*Exercise instructions*. Please state in a single number how many lines of the entries below include the word "East".
----
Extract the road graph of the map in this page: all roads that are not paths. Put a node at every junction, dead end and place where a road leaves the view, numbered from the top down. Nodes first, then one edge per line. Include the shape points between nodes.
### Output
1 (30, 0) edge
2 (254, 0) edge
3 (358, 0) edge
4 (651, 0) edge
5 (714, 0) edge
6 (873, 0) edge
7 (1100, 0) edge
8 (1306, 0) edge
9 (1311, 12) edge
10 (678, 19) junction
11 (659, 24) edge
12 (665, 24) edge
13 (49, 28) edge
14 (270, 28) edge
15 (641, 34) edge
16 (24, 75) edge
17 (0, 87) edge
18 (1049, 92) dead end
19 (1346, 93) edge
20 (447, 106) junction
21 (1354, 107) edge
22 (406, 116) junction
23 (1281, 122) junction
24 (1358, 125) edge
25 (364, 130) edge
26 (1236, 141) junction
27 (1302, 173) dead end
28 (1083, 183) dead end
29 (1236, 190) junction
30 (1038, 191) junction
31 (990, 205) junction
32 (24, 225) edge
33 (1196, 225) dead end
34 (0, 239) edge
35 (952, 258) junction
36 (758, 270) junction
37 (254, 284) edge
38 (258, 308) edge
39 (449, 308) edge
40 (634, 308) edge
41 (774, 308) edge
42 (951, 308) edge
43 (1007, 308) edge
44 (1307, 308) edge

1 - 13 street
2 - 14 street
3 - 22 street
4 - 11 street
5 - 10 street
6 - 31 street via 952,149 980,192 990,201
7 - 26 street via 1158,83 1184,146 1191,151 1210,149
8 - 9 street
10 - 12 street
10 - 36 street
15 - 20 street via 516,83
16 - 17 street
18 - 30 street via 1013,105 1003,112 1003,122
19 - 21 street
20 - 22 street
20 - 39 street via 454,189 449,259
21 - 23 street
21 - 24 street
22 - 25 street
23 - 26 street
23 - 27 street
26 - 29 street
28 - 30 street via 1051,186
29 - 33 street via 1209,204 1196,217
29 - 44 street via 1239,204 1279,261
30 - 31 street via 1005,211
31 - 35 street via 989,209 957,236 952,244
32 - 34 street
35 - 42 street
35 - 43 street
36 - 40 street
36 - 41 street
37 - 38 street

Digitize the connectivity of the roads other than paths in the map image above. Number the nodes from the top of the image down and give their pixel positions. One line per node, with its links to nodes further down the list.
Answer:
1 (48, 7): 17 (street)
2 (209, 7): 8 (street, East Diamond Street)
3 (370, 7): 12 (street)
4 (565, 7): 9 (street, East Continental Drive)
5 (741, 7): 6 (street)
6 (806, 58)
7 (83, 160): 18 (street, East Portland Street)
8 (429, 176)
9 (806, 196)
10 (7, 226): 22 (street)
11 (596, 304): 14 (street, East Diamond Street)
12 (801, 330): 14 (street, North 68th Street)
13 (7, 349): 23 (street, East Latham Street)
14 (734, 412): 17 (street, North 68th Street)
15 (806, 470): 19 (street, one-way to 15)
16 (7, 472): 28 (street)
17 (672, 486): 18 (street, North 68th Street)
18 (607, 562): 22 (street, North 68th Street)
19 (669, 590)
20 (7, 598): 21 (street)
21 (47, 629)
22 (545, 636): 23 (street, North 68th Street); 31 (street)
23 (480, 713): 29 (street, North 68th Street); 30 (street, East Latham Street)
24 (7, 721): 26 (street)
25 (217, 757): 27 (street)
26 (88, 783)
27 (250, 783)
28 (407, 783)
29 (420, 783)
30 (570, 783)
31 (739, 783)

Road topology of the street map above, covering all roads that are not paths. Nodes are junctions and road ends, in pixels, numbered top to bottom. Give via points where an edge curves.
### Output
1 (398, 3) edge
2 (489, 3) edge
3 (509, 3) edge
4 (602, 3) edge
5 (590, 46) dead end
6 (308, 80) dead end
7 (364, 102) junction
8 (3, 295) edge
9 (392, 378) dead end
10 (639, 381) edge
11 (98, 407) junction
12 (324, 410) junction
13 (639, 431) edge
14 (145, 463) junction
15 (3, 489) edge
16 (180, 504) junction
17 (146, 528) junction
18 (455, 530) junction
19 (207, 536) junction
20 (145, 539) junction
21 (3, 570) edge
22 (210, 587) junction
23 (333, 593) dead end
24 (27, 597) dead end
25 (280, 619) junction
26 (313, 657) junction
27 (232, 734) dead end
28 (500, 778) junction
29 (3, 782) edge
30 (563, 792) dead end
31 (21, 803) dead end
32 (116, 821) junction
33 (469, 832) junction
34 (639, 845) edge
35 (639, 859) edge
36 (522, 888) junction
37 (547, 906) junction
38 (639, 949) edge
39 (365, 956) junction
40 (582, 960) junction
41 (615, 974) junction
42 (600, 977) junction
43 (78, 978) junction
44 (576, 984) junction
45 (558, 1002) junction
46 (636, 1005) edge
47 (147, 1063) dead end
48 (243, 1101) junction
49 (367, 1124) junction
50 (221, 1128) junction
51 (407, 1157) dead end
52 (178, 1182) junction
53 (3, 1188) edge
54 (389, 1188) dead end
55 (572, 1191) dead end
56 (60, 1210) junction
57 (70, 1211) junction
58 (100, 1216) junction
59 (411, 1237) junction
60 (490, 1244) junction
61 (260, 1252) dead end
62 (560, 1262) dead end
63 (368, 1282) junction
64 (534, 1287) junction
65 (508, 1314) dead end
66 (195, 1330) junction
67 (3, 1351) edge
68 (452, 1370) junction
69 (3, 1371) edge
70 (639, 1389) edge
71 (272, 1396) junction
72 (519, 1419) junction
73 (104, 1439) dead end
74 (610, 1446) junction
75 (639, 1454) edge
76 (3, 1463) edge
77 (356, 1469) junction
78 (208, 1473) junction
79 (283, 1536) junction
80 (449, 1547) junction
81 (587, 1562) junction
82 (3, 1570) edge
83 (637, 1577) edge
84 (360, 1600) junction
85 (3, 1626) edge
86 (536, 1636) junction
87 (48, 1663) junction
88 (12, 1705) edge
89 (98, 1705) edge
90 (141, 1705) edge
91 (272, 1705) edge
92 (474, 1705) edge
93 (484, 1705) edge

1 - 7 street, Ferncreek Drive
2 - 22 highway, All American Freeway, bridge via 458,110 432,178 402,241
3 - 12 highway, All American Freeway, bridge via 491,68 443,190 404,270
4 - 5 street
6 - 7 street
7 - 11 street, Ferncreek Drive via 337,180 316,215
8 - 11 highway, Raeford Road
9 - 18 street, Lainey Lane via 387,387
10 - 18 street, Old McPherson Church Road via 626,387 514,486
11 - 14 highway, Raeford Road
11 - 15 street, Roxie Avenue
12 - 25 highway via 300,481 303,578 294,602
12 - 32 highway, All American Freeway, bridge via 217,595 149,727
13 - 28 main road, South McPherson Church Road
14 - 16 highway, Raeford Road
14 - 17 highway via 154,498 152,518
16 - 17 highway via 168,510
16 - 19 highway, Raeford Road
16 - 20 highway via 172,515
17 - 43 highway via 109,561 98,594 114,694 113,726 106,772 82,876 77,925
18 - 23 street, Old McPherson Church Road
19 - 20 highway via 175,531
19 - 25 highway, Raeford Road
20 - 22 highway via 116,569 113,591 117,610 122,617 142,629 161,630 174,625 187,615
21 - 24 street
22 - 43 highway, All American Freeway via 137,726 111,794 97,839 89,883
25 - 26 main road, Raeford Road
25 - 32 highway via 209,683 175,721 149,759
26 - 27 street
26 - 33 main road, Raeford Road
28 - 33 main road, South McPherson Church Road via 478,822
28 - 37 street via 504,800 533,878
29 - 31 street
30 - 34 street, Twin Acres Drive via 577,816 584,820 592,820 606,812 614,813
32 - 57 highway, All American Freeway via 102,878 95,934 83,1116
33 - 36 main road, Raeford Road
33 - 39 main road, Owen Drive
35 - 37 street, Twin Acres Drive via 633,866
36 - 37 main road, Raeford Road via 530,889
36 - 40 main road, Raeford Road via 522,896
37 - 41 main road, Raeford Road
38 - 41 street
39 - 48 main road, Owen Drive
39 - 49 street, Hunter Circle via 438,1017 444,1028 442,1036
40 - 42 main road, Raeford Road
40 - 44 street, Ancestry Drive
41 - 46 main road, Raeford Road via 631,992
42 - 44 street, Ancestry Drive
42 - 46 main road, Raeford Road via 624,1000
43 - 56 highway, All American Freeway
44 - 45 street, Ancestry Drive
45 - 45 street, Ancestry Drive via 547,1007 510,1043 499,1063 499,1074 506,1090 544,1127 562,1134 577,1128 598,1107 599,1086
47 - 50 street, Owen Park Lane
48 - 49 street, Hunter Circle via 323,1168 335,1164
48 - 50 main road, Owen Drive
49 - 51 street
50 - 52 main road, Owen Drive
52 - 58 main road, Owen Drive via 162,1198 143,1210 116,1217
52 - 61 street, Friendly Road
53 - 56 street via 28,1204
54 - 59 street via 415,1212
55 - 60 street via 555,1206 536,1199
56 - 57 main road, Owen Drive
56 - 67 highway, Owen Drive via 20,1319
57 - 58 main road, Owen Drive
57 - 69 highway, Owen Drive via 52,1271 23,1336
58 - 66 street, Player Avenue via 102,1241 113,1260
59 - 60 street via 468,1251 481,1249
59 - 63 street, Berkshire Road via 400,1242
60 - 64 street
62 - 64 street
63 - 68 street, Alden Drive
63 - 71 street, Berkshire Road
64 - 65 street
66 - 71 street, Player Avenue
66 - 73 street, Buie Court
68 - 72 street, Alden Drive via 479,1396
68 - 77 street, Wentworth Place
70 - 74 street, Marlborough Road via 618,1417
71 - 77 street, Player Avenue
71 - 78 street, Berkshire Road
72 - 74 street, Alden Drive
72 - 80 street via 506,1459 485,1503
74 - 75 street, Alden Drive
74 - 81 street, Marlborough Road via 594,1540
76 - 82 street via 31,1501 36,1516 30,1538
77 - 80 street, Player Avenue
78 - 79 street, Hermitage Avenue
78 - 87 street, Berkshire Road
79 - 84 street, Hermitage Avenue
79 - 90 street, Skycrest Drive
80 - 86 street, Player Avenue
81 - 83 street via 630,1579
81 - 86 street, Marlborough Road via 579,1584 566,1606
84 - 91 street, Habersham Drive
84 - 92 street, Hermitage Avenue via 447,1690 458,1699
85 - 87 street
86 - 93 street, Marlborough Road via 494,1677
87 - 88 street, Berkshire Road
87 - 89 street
----
*Result*. 6